Collected data entries
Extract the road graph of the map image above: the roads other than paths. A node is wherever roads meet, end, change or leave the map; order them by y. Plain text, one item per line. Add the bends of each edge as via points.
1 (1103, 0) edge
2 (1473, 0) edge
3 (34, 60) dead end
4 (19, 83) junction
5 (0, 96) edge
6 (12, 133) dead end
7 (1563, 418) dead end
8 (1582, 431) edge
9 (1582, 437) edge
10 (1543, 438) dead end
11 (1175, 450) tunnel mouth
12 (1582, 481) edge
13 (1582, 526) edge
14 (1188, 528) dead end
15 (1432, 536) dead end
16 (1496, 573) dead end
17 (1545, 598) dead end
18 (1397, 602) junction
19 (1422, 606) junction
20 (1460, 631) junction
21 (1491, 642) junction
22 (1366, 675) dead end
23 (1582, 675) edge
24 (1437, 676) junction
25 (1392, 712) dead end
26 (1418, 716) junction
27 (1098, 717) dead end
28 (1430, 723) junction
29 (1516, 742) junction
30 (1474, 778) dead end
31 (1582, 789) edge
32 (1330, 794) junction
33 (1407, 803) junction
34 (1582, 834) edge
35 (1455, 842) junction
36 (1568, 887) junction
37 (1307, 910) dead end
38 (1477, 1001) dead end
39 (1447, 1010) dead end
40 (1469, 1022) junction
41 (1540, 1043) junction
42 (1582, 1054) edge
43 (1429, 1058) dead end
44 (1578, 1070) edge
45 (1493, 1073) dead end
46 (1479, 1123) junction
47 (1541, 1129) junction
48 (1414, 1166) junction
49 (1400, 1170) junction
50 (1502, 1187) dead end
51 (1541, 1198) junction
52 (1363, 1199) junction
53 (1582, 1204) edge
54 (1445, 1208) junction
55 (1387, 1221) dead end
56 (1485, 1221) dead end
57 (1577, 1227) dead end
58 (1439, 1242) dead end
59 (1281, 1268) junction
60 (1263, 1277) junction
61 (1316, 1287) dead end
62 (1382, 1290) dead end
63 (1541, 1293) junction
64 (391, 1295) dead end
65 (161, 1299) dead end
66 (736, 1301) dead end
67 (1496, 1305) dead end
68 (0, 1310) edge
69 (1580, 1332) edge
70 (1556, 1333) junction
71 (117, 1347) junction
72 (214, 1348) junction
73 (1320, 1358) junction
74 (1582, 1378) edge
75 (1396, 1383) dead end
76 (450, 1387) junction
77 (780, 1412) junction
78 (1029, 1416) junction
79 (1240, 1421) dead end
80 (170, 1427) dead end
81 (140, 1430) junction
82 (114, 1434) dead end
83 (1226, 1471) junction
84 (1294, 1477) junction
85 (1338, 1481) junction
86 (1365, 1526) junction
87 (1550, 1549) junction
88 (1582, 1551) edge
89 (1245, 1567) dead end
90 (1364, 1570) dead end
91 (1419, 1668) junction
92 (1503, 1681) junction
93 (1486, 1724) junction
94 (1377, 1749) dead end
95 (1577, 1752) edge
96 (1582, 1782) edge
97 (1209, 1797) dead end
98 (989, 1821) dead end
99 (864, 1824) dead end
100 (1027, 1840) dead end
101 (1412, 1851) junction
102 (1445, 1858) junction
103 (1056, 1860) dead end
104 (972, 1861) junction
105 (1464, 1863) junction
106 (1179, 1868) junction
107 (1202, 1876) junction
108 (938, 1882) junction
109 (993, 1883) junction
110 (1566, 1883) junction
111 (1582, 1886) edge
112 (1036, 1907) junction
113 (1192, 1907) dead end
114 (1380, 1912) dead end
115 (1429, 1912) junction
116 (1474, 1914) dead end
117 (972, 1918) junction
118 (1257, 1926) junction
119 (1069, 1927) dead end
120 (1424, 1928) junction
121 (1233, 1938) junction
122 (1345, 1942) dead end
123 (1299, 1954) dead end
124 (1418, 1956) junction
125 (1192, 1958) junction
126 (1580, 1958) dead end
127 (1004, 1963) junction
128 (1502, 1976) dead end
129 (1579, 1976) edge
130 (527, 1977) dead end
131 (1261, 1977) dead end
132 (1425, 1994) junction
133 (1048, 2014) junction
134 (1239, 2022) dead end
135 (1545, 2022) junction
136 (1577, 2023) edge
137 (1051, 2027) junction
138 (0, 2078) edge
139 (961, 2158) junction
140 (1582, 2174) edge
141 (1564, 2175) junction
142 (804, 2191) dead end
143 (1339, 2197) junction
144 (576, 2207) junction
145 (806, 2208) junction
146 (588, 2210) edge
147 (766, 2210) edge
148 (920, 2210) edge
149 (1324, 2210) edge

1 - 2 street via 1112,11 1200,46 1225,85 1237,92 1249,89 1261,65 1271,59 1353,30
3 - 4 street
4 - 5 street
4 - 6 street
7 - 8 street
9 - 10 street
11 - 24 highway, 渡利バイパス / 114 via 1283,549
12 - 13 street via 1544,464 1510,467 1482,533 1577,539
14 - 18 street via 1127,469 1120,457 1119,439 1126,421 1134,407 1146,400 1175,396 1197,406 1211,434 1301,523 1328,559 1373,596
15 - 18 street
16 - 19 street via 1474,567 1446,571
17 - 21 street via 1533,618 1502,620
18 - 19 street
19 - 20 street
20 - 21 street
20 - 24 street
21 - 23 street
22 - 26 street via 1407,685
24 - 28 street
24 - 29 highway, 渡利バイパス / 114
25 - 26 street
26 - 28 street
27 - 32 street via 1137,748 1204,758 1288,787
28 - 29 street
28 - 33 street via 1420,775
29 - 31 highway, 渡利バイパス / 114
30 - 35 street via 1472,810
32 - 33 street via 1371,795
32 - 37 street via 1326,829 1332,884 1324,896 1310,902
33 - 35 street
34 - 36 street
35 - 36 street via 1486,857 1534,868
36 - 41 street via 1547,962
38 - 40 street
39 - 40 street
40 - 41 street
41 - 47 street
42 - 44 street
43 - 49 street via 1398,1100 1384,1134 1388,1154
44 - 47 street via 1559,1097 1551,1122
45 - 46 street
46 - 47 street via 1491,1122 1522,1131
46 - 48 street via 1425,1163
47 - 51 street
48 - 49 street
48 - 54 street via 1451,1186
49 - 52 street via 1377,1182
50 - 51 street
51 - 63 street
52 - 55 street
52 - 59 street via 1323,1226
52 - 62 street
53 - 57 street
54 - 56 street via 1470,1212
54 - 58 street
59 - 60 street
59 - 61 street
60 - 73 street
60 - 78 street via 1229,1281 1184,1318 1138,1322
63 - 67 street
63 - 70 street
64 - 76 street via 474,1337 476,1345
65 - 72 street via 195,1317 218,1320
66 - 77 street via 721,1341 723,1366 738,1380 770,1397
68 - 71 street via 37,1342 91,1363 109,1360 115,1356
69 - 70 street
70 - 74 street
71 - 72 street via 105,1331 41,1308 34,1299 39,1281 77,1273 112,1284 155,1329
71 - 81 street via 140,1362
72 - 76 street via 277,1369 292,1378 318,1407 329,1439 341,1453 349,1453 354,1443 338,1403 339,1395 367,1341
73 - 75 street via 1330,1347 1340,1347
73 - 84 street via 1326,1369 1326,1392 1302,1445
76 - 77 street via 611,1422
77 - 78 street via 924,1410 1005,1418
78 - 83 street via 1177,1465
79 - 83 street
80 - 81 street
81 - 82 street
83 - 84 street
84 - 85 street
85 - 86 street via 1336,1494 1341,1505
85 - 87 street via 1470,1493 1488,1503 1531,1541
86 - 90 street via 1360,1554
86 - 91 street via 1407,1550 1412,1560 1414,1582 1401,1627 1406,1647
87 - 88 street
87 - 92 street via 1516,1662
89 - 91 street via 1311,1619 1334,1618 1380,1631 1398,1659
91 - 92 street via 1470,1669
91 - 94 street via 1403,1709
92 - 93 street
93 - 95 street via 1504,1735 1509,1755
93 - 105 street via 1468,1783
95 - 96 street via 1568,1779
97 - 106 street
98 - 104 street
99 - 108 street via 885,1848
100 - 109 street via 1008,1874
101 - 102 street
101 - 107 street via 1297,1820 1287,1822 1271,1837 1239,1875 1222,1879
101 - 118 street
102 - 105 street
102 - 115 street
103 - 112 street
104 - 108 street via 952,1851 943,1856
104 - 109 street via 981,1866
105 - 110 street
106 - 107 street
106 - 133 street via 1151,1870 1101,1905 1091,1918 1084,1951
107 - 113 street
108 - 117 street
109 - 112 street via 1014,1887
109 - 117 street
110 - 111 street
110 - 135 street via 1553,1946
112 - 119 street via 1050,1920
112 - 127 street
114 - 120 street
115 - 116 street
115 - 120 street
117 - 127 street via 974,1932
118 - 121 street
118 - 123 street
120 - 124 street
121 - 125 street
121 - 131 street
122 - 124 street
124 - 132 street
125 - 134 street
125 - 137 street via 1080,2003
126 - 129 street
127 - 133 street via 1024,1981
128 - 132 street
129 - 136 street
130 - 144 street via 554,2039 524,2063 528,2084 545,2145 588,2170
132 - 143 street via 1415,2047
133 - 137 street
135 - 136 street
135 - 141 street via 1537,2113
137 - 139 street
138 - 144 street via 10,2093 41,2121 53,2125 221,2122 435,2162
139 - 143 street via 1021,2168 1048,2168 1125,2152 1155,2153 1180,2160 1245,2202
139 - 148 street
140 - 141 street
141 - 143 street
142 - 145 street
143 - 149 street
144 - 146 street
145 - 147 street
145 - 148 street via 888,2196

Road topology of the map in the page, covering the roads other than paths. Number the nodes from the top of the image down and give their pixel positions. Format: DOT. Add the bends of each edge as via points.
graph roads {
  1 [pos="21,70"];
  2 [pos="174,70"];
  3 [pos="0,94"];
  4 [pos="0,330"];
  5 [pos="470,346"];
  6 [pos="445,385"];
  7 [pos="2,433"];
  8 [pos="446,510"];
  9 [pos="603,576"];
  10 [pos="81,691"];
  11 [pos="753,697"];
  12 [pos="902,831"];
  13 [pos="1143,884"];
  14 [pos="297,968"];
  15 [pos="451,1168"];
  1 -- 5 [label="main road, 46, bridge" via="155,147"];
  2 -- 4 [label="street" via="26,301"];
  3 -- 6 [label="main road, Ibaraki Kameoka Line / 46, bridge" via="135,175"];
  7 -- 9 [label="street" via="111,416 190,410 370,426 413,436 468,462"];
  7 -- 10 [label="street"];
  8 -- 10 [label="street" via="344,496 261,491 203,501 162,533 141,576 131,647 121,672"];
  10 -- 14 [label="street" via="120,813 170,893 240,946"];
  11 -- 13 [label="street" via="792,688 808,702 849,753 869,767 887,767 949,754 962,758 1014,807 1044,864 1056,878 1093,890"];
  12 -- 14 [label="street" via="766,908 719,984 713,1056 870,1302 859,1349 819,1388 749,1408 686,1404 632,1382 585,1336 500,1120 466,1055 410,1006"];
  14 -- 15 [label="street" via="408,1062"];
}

=== Task description ===
Go through the entries line by line and count those with "highway". Give only the count.

=== Task solution ===
3